Set down each entry below exactly as it stands.

+++ THE DATA +++

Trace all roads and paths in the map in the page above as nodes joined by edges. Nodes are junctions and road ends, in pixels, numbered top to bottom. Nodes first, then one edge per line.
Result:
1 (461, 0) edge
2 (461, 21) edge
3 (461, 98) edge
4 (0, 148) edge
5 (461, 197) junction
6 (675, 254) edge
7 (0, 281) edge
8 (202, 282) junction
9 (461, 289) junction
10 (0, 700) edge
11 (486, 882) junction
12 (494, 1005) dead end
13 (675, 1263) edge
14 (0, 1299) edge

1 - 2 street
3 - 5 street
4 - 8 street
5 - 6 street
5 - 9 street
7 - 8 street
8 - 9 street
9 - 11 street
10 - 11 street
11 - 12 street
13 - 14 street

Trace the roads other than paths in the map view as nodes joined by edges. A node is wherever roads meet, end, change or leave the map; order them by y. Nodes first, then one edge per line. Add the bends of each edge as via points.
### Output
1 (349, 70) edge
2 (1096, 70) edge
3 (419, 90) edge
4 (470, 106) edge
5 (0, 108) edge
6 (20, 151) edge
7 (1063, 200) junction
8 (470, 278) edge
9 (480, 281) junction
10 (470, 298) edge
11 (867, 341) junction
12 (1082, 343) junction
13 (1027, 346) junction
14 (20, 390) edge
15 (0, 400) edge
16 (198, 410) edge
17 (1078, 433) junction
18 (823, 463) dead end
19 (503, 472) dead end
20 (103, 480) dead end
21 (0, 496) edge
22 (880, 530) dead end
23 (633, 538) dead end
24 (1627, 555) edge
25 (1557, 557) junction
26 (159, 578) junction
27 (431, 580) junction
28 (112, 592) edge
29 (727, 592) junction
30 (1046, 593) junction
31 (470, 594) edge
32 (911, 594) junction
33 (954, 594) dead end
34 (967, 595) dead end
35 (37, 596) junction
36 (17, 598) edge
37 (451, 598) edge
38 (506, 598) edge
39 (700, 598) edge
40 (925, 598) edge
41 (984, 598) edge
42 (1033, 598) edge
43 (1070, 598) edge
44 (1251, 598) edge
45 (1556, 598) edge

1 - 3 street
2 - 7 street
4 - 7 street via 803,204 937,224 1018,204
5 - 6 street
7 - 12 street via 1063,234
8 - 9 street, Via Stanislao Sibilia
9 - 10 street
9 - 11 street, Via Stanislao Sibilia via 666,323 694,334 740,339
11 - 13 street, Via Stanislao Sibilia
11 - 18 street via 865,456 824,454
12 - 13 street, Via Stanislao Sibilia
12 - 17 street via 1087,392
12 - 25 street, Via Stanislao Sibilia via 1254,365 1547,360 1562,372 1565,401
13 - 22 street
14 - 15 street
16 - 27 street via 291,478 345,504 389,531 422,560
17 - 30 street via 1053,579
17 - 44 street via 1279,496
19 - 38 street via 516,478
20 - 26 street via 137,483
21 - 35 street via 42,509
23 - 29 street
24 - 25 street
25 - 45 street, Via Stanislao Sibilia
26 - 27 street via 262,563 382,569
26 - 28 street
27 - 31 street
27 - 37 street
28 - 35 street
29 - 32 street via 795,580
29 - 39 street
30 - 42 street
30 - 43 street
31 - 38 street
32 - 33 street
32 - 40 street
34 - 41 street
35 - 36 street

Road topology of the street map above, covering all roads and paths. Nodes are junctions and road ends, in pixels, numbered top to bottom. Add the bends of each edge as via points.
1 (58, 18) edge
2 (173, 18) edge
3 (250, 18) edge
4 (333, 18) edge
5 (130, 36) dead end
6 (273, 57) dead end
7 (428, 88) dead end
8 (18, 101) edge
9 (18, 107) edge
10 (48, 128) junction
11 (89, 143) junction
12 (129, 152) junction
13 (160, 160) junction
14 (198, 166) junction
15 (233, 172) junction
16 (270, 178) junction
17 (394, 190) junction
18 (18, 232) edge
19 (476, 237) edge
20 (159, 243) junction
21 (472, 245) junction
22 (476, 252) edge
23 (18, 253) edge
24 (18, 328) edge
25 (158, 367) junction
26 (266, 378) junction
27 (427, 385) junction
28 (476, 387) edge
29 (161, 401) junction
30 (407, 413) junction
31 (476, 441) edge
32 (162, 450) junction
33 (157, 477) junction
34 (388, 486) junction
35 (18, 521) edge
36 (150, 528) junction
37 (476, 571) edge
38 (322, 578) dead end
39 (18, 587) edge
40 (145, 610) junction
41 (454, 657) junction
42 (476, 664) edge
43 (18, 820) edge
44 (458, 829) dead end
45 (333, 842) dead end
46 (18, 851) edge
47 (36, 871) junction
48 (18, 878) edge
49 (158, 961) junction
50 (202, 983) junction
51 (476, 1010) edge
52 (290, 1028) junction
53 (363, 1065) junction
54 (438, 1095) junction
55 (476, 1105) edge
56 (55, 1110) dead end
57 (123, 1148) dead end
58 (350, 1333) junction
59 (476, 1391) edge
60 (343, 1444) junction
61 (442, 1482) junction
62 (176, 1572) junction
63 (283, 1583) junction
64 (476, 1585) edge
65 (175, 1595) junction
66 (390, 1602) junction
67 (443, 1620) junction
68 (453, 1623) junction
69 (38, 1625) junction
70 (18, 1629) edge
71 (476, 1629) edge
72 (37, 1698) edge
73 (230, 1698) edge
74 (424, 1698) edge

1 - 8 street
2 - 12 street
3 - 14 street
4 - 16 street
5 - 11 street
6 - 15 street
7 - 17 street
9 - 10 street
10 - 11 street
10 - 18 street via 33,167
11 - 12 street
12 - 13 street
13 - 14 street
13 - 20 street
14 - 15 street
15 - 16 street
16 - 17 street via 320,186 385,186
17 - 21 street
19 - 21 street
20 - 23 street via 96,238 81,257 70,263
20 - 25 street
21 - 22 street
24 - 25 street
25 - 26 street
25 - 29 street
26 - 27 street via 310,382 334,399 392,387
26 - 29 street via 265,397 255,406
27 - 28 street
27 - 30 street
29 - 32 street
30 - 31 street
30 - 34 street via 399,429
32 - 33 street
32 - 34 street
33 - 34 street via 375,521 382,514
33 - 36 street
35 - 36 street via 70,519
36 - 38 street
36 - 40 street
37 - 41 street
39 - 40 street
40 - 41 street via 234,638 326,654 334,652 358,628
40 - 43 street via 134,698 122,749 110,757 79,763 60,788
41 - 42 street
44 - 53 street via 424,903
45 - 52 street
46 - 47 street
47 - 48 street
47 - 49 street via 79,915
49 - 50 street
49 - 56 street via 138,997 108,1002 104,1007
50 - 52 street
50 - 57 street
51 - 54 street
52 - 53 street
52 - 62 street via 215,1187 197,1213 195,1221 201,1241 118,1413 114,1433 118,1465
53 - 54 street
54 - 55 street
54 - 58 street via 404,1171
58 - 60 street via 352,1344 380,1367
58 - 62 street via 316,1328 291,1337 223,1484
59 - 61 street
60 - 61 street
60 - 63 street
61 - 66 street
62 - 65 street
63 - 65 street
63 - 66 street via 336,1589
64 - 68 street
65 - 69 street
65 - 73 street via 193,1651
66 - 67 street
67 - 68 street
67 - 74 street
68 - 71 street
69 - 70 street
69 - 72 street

+++

ANSWER TO THE PROBLEM:
Trace all roads and paths in the map in the page above as nodes joined by edges. Nodes are junctions and road ends, in pixels, numbered top to bottom. Nodes first, then one edge per line.
Result:
1 (461, 0) edge
2 (461, 21) edge
3 (461, 98) edge
4 (0, 148) edge
5 (461, 197) junction
6 (675, 254) edge
7 (0, 281) edge
8 (202, 282) junction
9 (461, 289) junction
10 (0, 700) edge
11 (486, 882) junction
12 (494, 1005) dead end
13 (675, 1263) edge
14 (0, 1299) edge

1 - 2 street
3 - 5 street
4 - 8 street
5 - 6 street
5 - 9 street
7 - 8 street
8 - 9 street
9 - 11 street
10 - 11 street
11 - 12 street
13 - 14 street

Trace the roads other than paths in the map view as nodes joined by edges. A node is wherever roads meet, end, change or leave the map; order them by y. Nodes first, then one edge per line. Add the bends of each edge as via points.
### Output
1 (349, 70) edge
2 (1096, 70) edge
3 (419, 90) edge
4 (470, 106) edge
5 (0, 108) edge
6 (20, 151) edge
7 (1063, 200) junction
8 (470, 278) edge
9 (480, 281) junction
10 (470, 298) edge
11 (867, 341) junction
12 (1082, 343) junction
13 (1027, 346) junction
14 (20, 390) edge
15 (0, 400) edge
16 (198, 410) edge
17 (1078, 433) junction
18 (823, 463) dead end
19 (503, 472) dead end
20 (103, 480) dead end
21 (0, 496) edge
22 (880, 530) dead end
23 (633, 538) dead end
24 (1627, 555) edge
25 (1557, 557) junction
26 (159, 578) junction
27 (431, 580) junction
28 (112, 592) edge
29 (727, 592) junction
30 (1046, 593) junction
31 (470, 594) edge
32 (911, 594) junction
33 (954, 594) dead end
34 (967, 595) dead end
35 (37, 596) junction
36 (17, 598) edge
37 (451, 598) edge
38 (506, 598) edge
39 (700, 598) edge
40 (925, 598) edge
41 (984, 598) edge
42 (1033, 598) edge
43 (1070, 598) edge
44 (1251, 598) edge
45 (1556, 598) edge

1 - 3 street
2 - 7 street
4 - 7 street via 803,204 937,224 1018,204
5 - 6 street
7 - 12 street via 1063,234
8 - 9 street, Via Stanislao Sibilia
9 - 10 street
9 - 11 street, Via Stanislao Sibilia via 666,323 694,334 740,339
11 - 13 street, Via Stanislao Sibilia
11 - 18 street via 865,456 824,454
12 - 13 street, Via Stanislao Sibilia
12 - 17 street via 1087,392
12 - 25 street, Via Stanislao Sibilia via 1254,365 1547,360 1562,372 1565,401
13 - 22 street
14 - 15 street
16 - 27 street via 291,478 345,504 389,531 422,560
17 - 30 street via 1053,579
17 - 44 street via 1279,496
19 - 38 street via 516,478
20 - 26 street via 137,483
21 - 35 street via 42,509
23 - 29 street
24 - 25 street
25 - 45 street, Via Stanislao Sibilia
26 - 27 street via 262,563 382,569
26 - 28 street
27 - 31 street
27 - 37 street
28 - 35 street
29 - 32 street via 795,580
29 - 39 street
30 - 42 street
30 - 43 street
31 - 38 street
32 - 33 street
32 - 40 street
34 - 41 street
35 - 36 street

Road topology of the street map above, covering all roads and paths. Nodes are junctions and road ends, in pixels, numbered top to bottom. Add the bends of each edge as via points.
1 (58, 18) edge
2 (173, 18) edge
3 (250, 18) edge
4 (333, 18) edge
5 (130, 36) dead end
6 (273, 57) dead end
7 (428, 88) dead end
8 (18, 101) edge
9 (18, 107) edge
10 (48, 128) junction
11 (89, 143) junction
12 (129, 152) junction
13 (160, 160) junction
14 (198, 166) junction
15 (233, 172) junction
16 (270, 178) junction
17 (394, 190) junction
18 (18, 232) edge
19 (476, 237) edge
20 (159, 243) junction
21 (472, 245) junction
22 (476, 252) edge
23 (18, 253) edge
24 (18, 328) edge
25 (158, 367) junction
26 (266, 378) junction
27 (427, 385) junction
28 (476, 387) edge
29 (161, 401) junction
30 (407, 413) junction
31 (476, 441) edge
32 (162, 450) junction
33 (157, 477) junction
34 (388, 486) junction
35 (18, 521) edge
36 (150, 528) junction
37 (476, 571) edge
38 (322, 578) dead end
39 (18, 587) edge
40 (145, 610) junction
41 (454, 657) junction
42 (476, 664) edge
43 (18, 820) edge
44 (458, 829) dead end
45 (333, 842) dead end
46 (18, 851) edge
47 (36, 871) junction
48 (18, 878) edge
49 (158, 961) junction
50 (202, 983) junction
51 (476, 1010) edge
52 (290, 1028) junction
53 (363, 1065) junction
54 (438, 1095) junction
55 (476, 1105) edge
56 (55, 1110) dead end
57 (123, 1148) dead end
58 (350, 1333) junction
59 (476, 1391) edge
60 (343, 1444) junction
61 (442, 1482) junction
62 (176, 1572) junction
63 (283, 1583) junction
64 (476, 1585) edge
65 (175, 1595) junction
66 (390, 1602) junction
67 (443, 1620) junction
68 (453, 1623) junction
69 (38, 1625) junction
70 (18, 1629) edge
71 (476, 1629) edge
72 (37, 1698) edge
73 (230, 1698) edge
74 (424, 1698) edge

1 - 8 street
2 - 12 street
3 - 14 street
4 - 16 street
5 - 11 street
6 - 15 street
7 - 17 street
9 - 10 street
10 - 11 street
10 - 18 street via 33,167
11 - 12 street
12 - 13 street
13 - 14 street
13 - 20 street
14 - 15 street
15 - 16 street
16 - 17 street via 320,186 385,186
17 - 21 street
19 - 21 street
20 - 23 street via 96,238 81,257 70,263
20 - 25 street
21 - 22 street
24 - 25 street
25 - 26 street
25 - 29 street
26 - 27 street via 310,382 334,399 392,387
26 - 29 street via 265,397 255,406
27 - 28 street
27 - 30 street
29 - 32 street
30 - 31 street
30 - 34 street via 399,429
32 - 33 street
32 - 34 street
33 - 34 street via 375,521 382,514
33 - 36 street
35 - 36 street via 70,519
36 - 38 street
36 - 40 street
37 - 41 street
39 - 40 street
40 - 41 street via 234,638 326,654 334,652 358,628
40 - 43 street via 134,698 122,749 110,757 79,763 60,788
41 - 42 street
44 - 53 street via 424,903
45 - 52 street
46 - 47 street
47 - 48 street
47 - 49 street via 79,915
49 - 50 street
49 - 56 street via 138,997 108,1002 104,1007
50 - 52 street
50 - 57 street
51 - 54 street
52 - 53 street
52 - 62 street via 215,1187 197,1213 195,1221 201,1241 118,1413 114,1433 118,1465
53 - 54 street
54 - 55 street
54 - 58 street via 404,1171
58 - 60 street via 352,1344 380,1367
58 - 62 street via 316,1328 291,1337 223,1484
59 - 61 street
60 - 61 street
60 - 63 street
61 - 66 street
62 - 65 street
63 - 65 street
63 - 66 street via 336,1589
64 - 68 street
65 - 69 street
65 - 73 street via 193,1651
66 - 67 street
67 - 68 street
67 - 74 street
68 - 71 street
69 - 70 street
69 - 72 street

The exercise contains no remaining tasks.